Dataset entries
::::::

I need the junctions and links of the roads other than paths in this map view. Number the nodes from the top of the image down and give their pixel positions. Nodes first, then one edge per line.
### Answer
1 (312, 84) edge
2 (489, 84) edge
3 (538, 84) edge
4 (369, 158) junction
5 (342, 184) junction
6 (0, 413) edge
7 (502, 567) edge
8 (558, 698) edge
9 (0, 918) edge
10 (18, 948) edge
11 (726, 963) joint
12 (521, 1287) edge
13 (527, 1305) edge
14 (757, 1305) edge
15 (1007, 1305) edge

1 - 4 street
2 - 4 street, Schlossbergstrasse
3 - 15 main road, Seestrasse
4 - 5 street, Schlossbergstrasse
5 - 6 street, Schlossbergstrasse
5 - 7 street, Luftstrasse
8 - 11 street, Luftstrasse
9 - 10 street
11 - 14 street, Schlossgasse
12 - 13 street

::::::

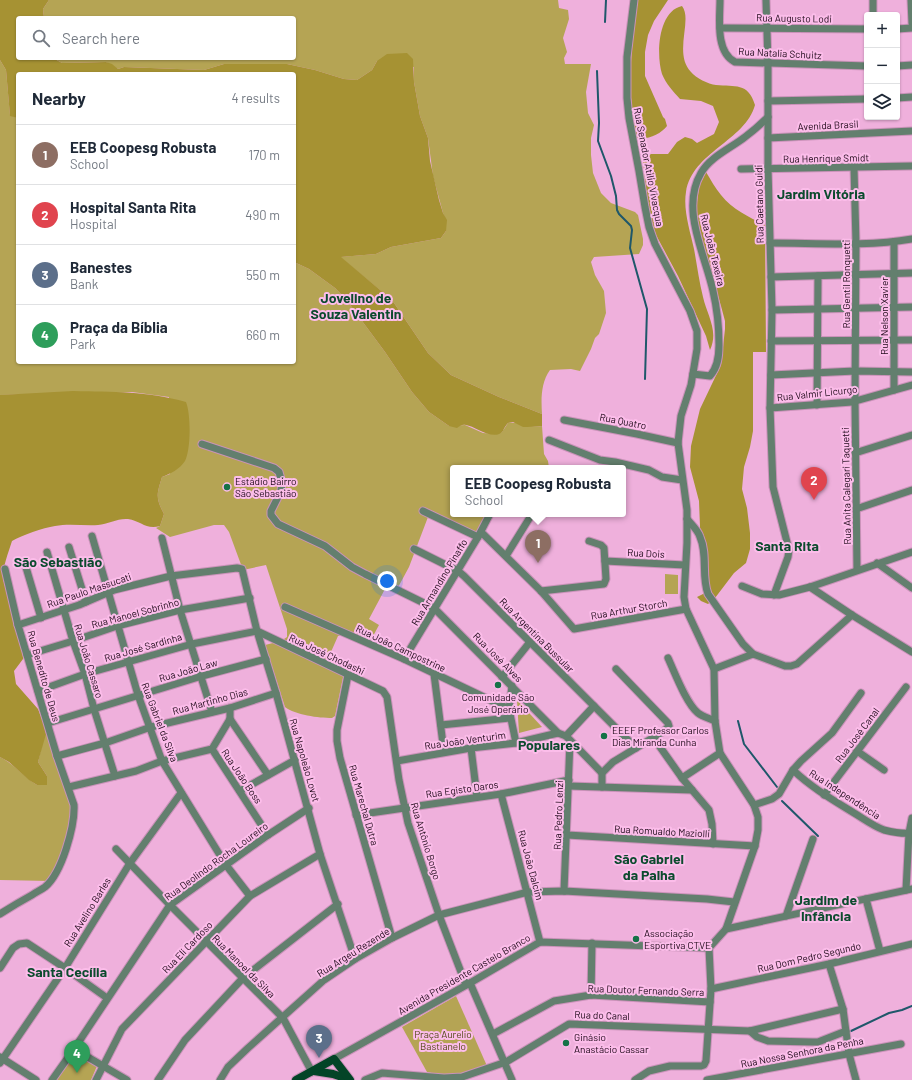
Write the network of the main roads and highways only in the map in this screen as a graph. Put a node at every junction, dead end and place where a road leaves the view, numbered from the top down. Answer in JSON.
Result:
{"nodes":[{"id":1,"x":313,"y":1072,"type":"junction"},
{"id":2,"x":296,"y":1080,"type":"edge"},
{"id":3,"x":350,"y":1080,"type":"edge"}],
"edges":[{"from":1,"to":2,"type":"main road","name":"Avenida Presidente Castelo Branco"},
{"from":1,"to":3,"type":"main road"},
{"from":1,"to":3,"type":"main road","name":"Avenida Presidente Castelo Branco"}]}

::::::

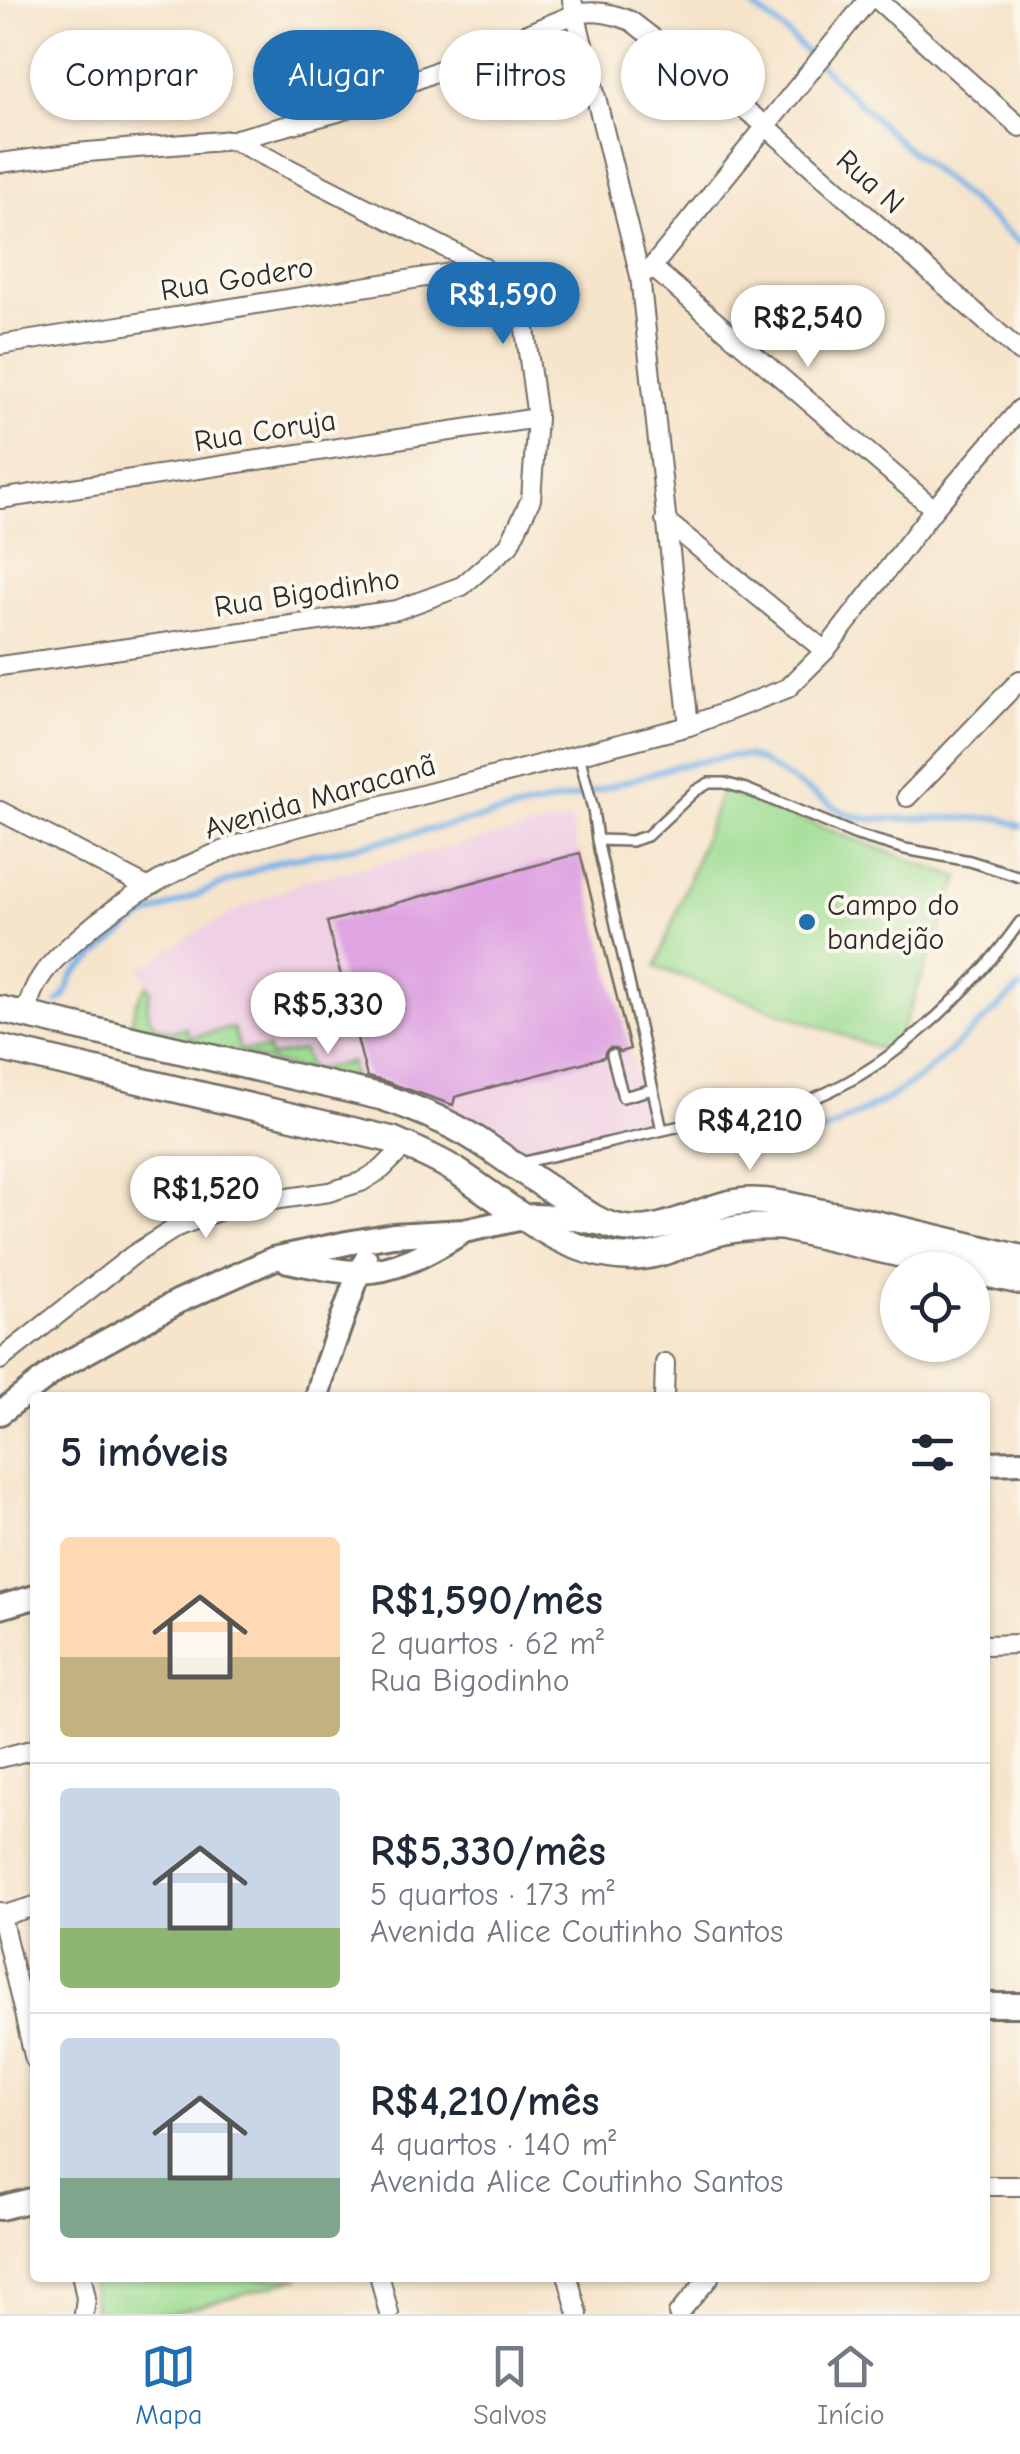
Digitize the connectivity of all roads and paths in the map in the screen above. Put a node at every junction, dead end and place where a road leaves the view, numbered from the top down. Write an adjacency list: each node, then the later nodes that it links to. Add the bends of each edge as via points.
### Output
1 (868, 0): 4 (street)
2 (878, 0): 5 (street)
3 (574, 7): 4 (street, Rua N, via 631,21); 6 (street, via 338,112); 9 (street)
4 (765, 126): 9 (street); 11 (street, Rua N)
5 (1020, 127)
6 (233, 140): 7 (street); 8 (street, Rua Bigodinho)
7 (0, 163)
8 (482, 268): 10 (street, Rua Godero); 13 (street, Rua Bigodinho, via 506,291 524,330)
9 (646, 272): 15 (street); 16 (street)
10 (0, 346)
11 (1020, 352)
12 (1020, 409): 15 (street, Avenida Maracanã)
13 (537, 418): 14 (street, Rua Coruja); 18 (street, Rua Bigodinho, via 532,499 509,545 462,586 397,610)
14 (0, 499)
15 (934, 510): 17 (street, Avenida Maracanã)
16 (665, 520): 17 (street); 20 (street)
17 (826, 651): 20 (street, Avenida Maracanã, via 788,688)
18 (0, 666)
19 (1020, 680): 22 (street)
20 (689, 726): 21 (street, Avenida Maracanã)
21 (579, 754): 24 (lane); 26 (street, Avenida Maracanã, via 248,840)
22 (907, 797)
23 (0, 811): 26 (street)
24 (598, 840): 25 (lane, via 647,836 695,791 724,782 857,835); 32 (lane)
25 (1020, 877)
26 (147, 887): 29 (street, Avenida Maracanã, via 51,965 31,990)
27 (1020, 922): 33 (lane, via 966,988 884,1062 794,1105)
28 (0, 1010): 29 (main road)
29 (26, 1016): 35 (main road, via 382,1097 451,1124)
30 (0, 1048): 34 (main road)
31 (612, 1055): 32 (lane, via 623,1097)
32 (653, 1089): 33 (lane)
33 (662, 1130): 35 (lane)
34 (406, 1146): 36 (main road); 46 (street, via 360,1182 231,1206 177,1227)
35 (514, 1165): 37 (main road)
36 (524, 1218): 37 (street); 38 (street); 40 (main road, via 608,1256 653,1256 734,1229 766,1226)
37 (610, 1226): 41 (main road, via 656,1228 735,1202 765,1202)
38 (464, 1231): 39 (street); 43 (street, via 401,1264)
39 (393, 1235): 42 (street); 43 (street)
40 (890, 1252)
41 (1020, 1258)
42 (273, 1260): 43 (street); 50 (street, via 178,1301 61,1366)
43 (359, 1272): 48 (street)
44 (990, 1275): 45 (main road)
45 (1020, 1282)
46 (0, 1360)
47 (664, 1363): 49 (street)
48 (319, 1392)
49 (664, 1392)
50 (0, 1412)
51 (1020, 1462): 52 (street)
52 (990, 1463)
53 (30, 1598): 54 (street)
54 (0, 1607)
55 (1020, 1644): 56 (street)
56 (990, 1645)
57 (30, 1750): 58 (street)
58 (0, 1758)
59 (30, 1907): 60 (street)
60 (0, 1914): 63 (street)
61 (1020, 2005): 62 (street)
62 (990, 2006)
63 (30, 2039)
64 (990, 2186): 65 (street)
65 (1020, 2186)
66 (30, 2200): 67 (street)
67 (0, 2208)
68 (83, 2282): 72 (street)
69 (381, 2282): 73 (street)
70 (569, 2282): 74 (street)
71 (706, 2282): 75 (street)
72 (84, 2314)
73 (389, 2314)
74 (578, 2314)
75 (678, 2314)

::::::

• _What is being asked_
Tally the lines of the data that hold the string "paths". Answer with the number and nothing more.

• _Exercise solution_
2